## Goal of the exercise
Write the lines below out exactly, dropping each picture.

::::

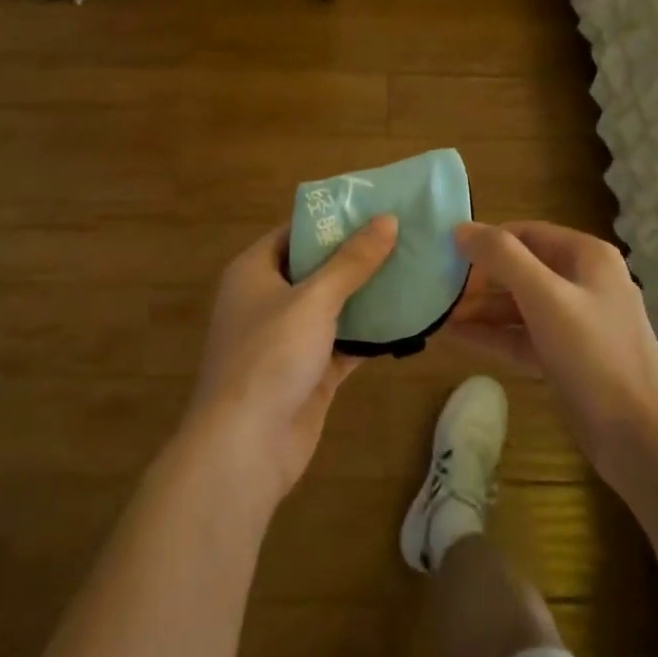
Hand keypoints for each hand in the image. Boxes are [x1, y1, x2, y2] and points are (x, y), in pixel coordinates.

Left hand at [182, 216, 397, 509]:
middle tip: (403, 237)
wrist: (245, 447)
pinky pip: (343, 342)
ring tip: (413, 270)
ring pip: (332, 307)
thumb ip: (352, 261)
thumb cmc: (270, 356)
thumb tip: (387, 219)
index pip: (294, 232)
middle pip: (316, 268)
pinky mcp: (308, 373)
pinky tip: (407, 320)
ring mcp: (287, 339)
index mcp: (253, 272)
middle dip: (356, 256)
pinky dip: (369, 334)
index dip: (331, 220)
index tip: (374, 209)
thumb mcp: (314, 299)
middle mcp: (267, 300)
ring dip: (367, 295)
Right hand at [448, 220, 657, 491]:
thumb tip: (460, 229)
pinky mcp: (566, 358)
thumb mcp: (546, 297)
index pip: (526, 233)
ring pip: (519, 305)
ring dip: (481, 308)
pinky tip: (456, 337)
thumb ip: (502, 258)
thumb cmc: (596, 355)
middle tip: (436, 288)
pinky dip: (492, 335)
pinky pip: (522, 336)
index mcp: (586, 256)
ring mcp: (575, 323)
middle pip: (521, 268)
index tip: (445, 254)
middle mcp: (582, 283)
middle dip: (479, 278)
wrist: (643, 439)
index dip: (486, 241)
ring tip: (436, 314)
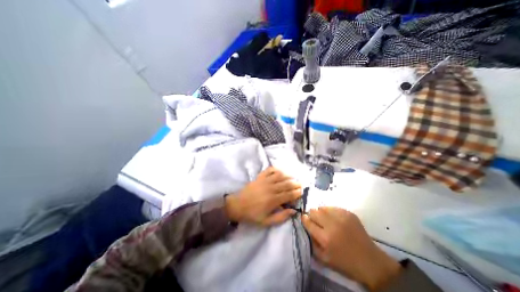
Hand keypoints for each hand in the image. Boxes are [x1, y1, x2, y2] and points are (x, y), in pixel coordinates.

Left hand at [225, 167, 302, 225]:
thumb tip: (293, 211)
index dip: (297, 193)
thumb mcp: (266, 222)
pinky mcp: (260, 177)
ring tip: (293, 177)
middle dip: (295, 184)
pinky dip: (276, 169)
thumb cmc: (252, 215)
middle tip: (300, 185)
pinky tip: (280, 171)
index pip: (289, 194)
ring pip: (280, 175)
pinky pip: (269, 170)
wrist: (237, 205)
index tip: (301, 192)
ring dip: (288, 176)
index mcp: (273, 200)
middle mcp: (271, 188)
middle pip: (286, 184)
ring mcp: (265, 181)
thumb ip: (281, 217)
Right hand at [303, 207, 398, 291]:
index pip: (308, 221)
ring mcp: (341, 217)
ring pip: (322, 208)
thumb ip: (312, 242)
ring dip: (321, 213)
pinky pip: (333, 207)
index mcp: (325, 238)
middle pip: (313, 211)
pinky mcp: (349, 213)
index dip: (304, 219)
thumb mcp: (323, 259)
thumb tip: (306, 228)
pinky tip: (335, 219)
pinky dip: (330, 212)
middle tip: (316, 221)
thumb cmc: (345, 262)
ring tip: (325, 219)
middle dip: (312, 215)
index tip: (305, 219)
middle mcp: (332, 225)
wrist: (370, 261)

::::

## Solution to this problem
Hand keypoints for each hand in the image. Boxes are [x1, y1, x2, y2] and points are (x, y), in pixel coordinates.

Left hand at [182, 216, 397, 509]:
middle tip: (403, 237)
wrist: (245, 447)
pinky pip: (343, 342)
ring tip: (413, 270)
ring pip: (332, 307)
thumb ip: (352, 261)
thumb cmc: (270, 356)
thumb tip: (387, 219)
index pip: (294, 232)
middle pip: (316, 268)
pinky mcp: (308, 373)
pinky tip: (407, 320)
ring mcp: (287, 339)
index mcp: (253, 272)
middle dip: (356, 256)
pinky dip: (369, 334)
index dip: (331, 220)
index tip: (374, 209)
thumb mcp: (314, 299)
middle mcp: (267, 300)
ring dip: (367, 295)
Right hand at [448, 220, 657, 491]:
thumb tip: (460, 229)
pinky mcp: (566, 358)
thumb mcp: (546, 297)
index pip: (526, 233)
ring pip: (519, 305)
ring dip: (481, 308)
pinky tip: (456, 337)
thumb ip: (502, 258)
thumb cmc: (596, 355)
middle tip: (436, 288)
pinky dip: (492, 335)
pinky pip: (522, 336)
index mcp: (586, 256)
ring mcp: (575, 323)
middle pip: (521, 268)
index tip: (445, 254)
middle mcp: (582, 283)
middle dip: (479, 278)
wrist: (643, 439)
index dip: (486, 241)
ring tip: (436, 314)
Hand keypoints for each hand in the image. Boxes are [x1, y1, x2, y2] and points are (x, y), in pixel coordinates.

Left hand at [225, 167, 302, 225]:
thumb tip: (293, 211)
index dip: (297, 193)
thumb mcp: (266, 222)
pinky mcp: (260, 177)
ring tip: (293, 177)
middle dip: (295, 184)
pinky dip: (276, 169)
thumb cmc: (252, 215)
middle tip: (300, 185)
pinky tip: (280, 171)
index pip: (289, 194)
ring pip: (280, 175)
pinky pip: (269, 170)
wrist: (237, 205)
index tip: (301, 192)
ring dip: (288, 176)
index mcp: (273, 200)
middle mcp: (271, 188)
middle pip: (286, 184)
ring mcp: (265, 181)
thumb ip: (281, 217)
Right hand at [303, 207, 398, 291]:
index pip: (308, 221)
ring mcp: (341, 217)
ring pip: (322, 208)
thumb ip: (312, 242)
ring dip: (321, 213)
pinky pip: (333, 207)
index mcp: (325, 238)
middle pip: (313, 211)
pinky mcp: (349, 213)
index dip: (304, 219)
thumb mcp: (323, 259)
thumb tip: (306, 228)
pinky tip: (335, 219)
pinky dip: (330, 212)
middle tip: (316, 221)
thumb cmc: (345, 262)
ring tip: (325, 219)
middle dip: (312, 215)
index tip: (305, 219)
middle mcp: (332, 225)
wrist: (370, 261)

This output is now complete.